The esteemed panel consisted of; Dr Jeyaindran Tan Sri Sinnadurai, Deputy Director-General of the Ministry of Health Malaysia, Carol Yip, CEO of Aged Care Group Sdn Bhd, Chin Wei Jia, Group CEO of Health Management International Ltd and Professor Louise Robinson, Director at Newcastle University Institute for Ageing and Professor of Primary Care and Ageing.
Channel NewsAsia’s Presenter, Teymoor Nabili, led the discussion as a range of topics from retirement ages to the financials costs of care were debated. A member of the audience raised the issue of improving the mental health care of the elderly and cited Newcastle University’s leading research on dementia. Professor Louise Robinson responded by saying that the challenge was that too much funding was directed towards curing dementia as opposed to preventing it. She explained that Newcastle University’s research showed a trend of healthy living contributed to a healthy mind, thereby slowing down the effects of dementia.
Professor Louise Robinson commented: “It was an honour to participate in the Ageing Asia debate and hopefully bring some insights from my personal research to the discussion.”
Her views were echoed by other panellists. They agreed there should be an emphasis on educating the young to lead a healthy lifestyle. Dr Jeya stated that a priority for the Ministry of Health was to “ensure that every Malaysian can age healthily”. He added that “if treatment was needed then they will get the best possible care at the best price”.
The panel debated the role of government, private sector and family in caring for the elderly. The experts argued that in order to provide the best care the three should work together, pushing for a joined up efforts for the care of the elderly.
The discussion ended with a question from a NUMed student asking the panel what would be their message of hope to the elderly.
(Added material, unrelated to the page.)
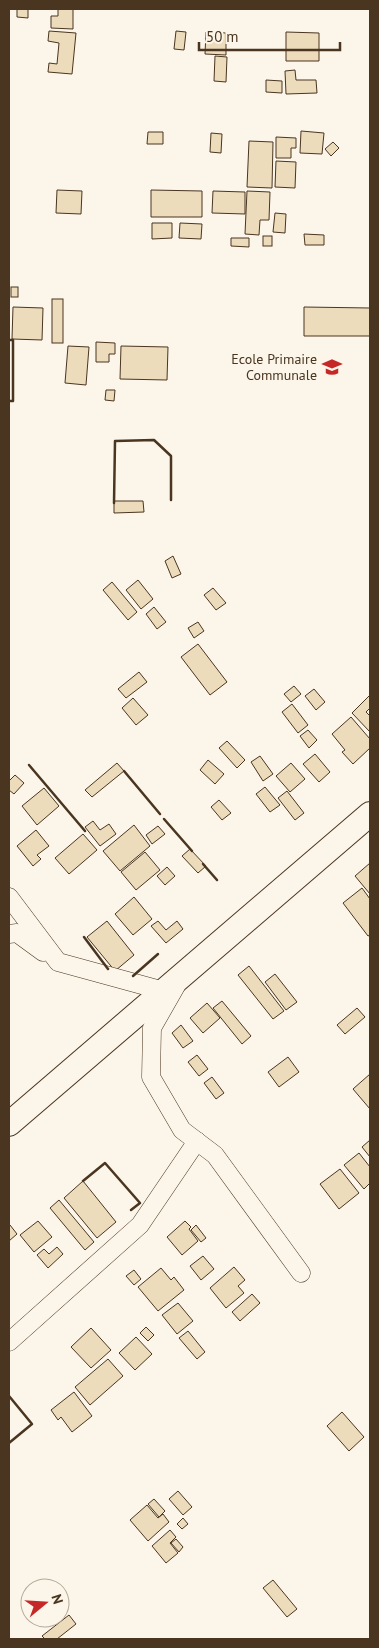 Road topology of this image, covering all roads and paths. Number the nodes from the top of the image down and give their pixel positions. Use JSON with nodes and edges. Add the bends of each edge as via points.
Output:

Carol Yip encouraged the elderly to be mentally healthy saying that “you can be elderly but do not need to be old.” Chin Wei Jia said there was a need to take a look at the terminology used for the elderly, suggesting that they should be referred to as the golden generation as opposed to the greying generation.
It was the largest ever turnout for the series, NUMed’s theatre was filled to the brim with people wanting to watch the live recording of the programme. Channel NewsAsia’s Senior Editor, Augustine Anthuvan, exclaimed: “Every space is taken up, including the steps”. NUMed staff and students were joined by members of the audience who had travelled from Singapore and from all over Malaysia, including Kuala Lumpur.
“Newcastle University works with a variety of partners to better address the global challenge and opportunity of an ageing society, so we were glad to bring together experts from across the globe to discuss caring for the aging. Newcastle University aims to be a global leader in ageing research and innovation and is already known for helping to raise the profile of ageing as one of the major issues facing communities worldwide. We were honoured to host Channel NewAsia’s Perspectives at NUMed,” said Professor Reg Jordan, NUMed Provost and CEO.
Newcastle University UK, has established an international branch campus in Johor, Malaysia to provide its undergraduate degrees in Medicine (MB BS) and the Biomedical Sciences (BSc), and opportunities for postgraduate study. The programmes of study are equivalent to those of Newcastle’s UK-based provision, and lead to the award of the same degrees. By choosing to study at NUMed Malaysia, students will obtain a reputable UK qualification, from an internationally recognized university, at a cost significantly less than that of studying in the UK. The undergraduate Bachelor of Medicine/Bachelor of Surgery (MB BS) degrees were launched in 2009 and BSc degrees in the Biomedical Sciences were launched in 2013. Both programmes offer opportunities for periods of study in the UK.